I have dreaded this funeral all week even though I generally enjoy funerals more than weddings. It's an oddity, I know, but I can't help it. I blame it on the fact that I'm a photographer and long to capture emotional truth. Weddings are just the beginning of a long hard struggle. Funerals are the end (before the page turns and a new struggle begins). At weddings love is bliss, but it's also ignorant. At funerals love is refined. It has already endured and solidified. Each embrace is filled, not with passion and excitement, but with compassion and reverance.

A child's funeral though . . . an unlived life . . . how do you offer condolences for that? How do you console the inconsolable?

That's not my gift.

All I can do is capture it. So capture it I must.

Thomas Jefferson, who lived a long and full life, lost nearly everyone he whole heartedly loved by the time he was 40 years old, but when asked if he would live life over again he said, YES! He loved life. But he said there was one thing he couldn't figure out about life--the meaning of grief.

It's an age old question/problem. The best and worst minds and hearts have grappled endlessly over it.

I keep a little book in my nightstand by C.S. Lewis called A Grief Observed. It's a candid journal of his reflections immediately after his wife died. The whole book is a desperate attempt to make sense of his grief, but waxing philosophical about pain doesn't ease it.

He says, "there is nothing we can do with suffering except to suffer it. It doesn't really matter whether you grip the arms of the dentist's chair or let your hands lie in your lap. The drill drills on."

He says, "Reality, looked at steadily, is unbearable." But he also says, "You can't see anything properly while your eyes are blurred with tears."

It's impossible to make sense of our sorrows while we're sorrowing.

But those who have transcended their sorrows can crack a door for us or strike a match.

I wish Thomas Jefferson could have read some of the beautiful comforting words published about why we suffer, including this excerpt from a James E. Faust conference address:

“Here then is a great truth. In the pain, the agony, and the heroic endeavors of life, we pass through a refiner’s fire, and the insignificant and the unimportant in our lives can melt away like dross and make our faith bright, intact and strong. In this way the divine image can be mirrored from the soul. It is a part of the purging toll exacted of some to become acquainted with God. In the agonies of life, we seem to listen better to the faint, godly whisperings of the Divine Shepherd.”

One of the speakers at the funeral talked about getting and keeping a firm grip on the eternal truths and perspective we've been given and then shared a story about a little boy who was about to die.
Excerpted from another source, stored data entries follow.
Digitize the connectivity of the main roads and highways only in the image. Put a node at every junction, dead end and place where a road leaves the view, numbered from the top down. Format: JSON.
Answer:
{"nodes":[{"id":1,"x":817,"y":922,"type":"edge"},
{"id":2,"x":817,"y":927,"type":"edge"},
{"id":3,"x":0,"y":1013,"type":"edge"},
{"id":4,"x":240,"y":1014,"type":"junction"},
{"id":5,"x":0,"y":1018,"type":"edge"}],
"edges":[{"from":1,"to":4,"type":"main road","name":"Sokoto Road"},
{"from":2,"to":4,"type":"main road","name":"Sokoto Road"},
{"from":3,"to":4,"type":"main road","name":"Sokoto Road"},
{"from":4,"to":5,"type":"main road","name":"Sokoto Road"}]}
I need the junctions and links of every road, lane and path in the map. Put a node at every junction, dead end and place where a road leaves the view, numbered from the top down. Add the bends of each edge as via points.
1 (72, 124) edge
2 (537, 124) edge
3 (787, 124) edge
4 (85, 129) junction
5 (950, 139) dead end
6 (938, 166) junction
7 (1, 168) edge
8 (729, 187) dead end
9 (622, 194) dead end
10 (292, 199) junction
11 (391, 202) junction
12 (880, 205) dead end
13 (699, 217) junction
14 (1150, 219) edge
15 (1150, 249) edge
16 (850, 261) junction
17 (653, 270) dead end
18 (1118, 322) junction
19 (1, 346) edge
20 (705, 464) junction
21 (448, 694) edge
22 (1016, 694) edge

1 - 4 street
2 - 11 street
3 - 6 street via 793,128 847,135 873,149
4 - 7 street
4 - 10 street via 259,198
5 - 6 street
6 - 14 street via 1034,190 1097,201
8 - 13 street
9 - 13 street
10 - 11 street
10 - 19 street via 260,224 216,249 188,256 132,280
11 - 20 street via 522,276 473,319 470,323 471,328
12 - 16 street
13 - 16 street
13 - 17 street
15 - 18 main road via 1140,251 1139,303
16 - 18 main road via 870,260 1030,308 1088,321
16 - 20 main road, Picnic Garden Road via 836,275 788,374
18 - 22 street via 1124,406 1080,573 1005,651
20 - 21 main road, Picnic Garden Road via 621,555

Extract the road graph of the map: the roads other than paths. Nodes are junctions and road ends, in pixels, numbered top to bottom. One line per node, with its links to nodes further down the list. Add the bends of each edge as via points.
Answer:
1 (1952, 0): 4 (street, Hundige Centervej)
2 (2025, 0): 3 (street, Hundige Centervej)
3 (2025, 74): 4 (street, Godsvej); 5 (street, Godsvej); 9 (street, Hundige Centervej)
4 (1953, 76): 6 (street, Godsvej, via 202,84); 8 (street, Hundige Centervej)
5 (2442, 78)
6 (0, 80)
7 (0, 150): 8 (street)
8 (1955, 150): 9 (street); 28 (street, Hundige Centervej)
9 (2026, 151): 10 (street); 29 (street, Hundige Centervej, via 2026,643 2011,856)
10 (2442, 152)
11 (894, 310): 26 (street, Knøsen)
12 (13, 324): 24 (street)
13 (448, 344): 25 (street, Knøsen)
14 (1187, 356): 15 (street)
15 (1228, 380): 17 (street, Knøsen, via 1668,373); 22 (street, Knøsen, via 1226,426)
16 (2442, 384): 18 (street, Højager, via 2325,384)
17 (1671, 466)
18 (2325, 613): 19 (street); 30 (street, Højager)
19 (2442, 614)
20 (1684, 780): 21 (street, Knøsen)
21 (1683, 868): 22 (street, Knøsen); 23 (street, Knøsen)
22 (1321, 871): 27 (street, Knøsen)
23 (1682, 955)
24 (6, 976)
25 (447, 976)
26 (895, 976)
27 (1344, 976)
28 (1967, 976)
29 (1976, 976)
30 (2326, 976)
He asked his parents what it would feel like to die and his mother thought for minute before answering him like this:

"You know how you fall asleep on the couch sometimes and then you wake up the next morning in your own room? That's because your father scoops you up in his arms and carries you to your room. That's what dying will be like. You'll fall asleep with us and then your Heavenly Father will come and scoop you up in his arms and take you back to the room where you belong."

7 comments:

OldBoatGuy said...

I hesitate to be the first to comment. Crash, that is so profound. I love your serious side as much as your funny side.

Heidi Ashworth said...

Sobbing. That's all. Just sobbing. The ones who die have it easy. The ones who grieve--well, we can't hope to have all that Christ has without experiencing grief. I hate to claim to know something C.S. didn't know (or didn't think he knew) but that's the bare-faced truth of it (only J. Faust said it much better).

Youngblood4ever said...

Wait, I'm tearing a little...That was beautiful! I have a friend who has lost 2 daughters, one was 5 the other was 15- from the same disease. These are comforting words I want to share with her. You are awesome!

Mariko said...

So sad. So sad.
I really can't say more than that.

Kritta22 said...

WOW! First post I read and you make me cry!

I am LoW said...

:-(

No words.....

Eric-n-Ali said...

I read this a while ago but was unable to respond.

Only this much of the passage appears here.